The FCC under Trump and his choice for chairman, Ajit Pai, has made a lot of hay about cracking down on robocalls. Robocalling has been getting out of control over the last couple of years under Pai and Trump, and frequently those robocalls seem to support a very conservative agenda. Maybe it’s just serendipity? Pai for his part has told everyone that the FCC is sad emoji face about robocalling. Many critics have argued that Pai and his telecom shilling is all talk and no action. John Oliver dedicated an entire show to pressuring the FCC to actually do something about robocalling.
Pai himself has promoted the idea that the FCC has been handing out tons of fines to telecoms and companies abusing consumers with robocalls. The Wall Street Journal, not known for being anything but pro-business and meh-consumer protections, has done an investigation into the FCC‘s handling of robocallers, and discovered that they aren’t doing much about it. According to the paper they received records through a Freedom of Information Act request (FOIA), and found that while the FCC has fined companies a total of $208.4 million since 2015, they have only collected $6,790 of that money.

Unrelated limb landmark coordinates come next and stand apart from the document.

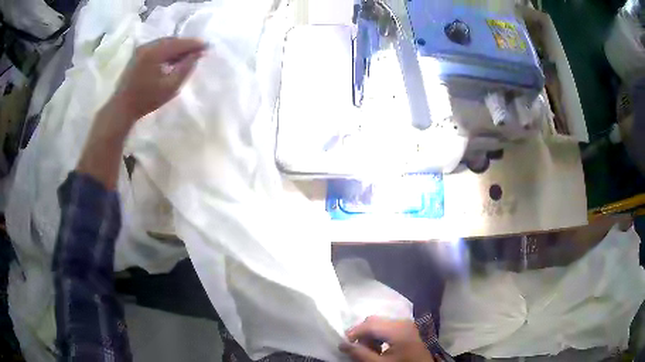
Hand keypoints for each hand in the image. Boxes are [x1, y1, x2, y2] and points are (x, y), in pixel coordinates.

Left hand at [76, 37, 204, 189]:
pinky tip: (171, 59)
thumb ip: (185, 68)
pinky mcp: (137, 54)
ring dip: (176, 48)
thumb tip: (197, 55)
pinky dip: (166, 51)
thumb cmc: (146, 99)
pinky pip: (156, 47)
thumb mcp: (170, 86)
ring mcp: (141, 49)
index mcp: (155, 52)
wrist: (122, 107)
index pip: (180, 43)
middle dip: (185, 45)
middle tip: (197, 52)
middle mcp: (148, 46)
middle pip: (172, 40)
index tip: (207, 47)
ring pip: (164, 43)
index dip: (194, 44)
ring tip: (185, 56)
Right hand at [339, 317, 434, 361]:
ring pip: (380, 323)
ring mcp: (407, 324)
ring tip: (368, 351)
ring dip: (370, 335)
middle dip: (362, 333)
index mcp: (398, 329)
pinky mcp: (408, 329)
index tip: (342, 343)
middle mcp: (403, 322)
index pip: (370, 324)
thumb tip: (342, 344)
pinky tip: (379, 348)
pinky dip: (379, 336)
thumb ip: (360, 354)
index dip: (353, 332)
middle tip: (355, 348)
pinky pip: (388, 327)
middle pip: (375, 321)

To put that into perspective, for every $10,000 in punitive fines to companies violating the Telephone Consumer Protection Act, the FCC has collected a little less than 4 pennies. Like cents. To put that into further perspective, if someone fined me $10,000 for something—I would feel it pretty badly for three to four years, as I tried to pay it off. If you told me that they would only ask for fewer than 4 pennies I would forget that I was fined $10,000.
Through a spokesman, the FCC said that they do not have the power to collect all of the fines and that many of the fines are individual bad actors who cannot pay the fines. According to consumer advocates it is all fine and well to tell people they shouldn’t do something, but the lack of enforcement or true regulation means that consumers will continue to lose.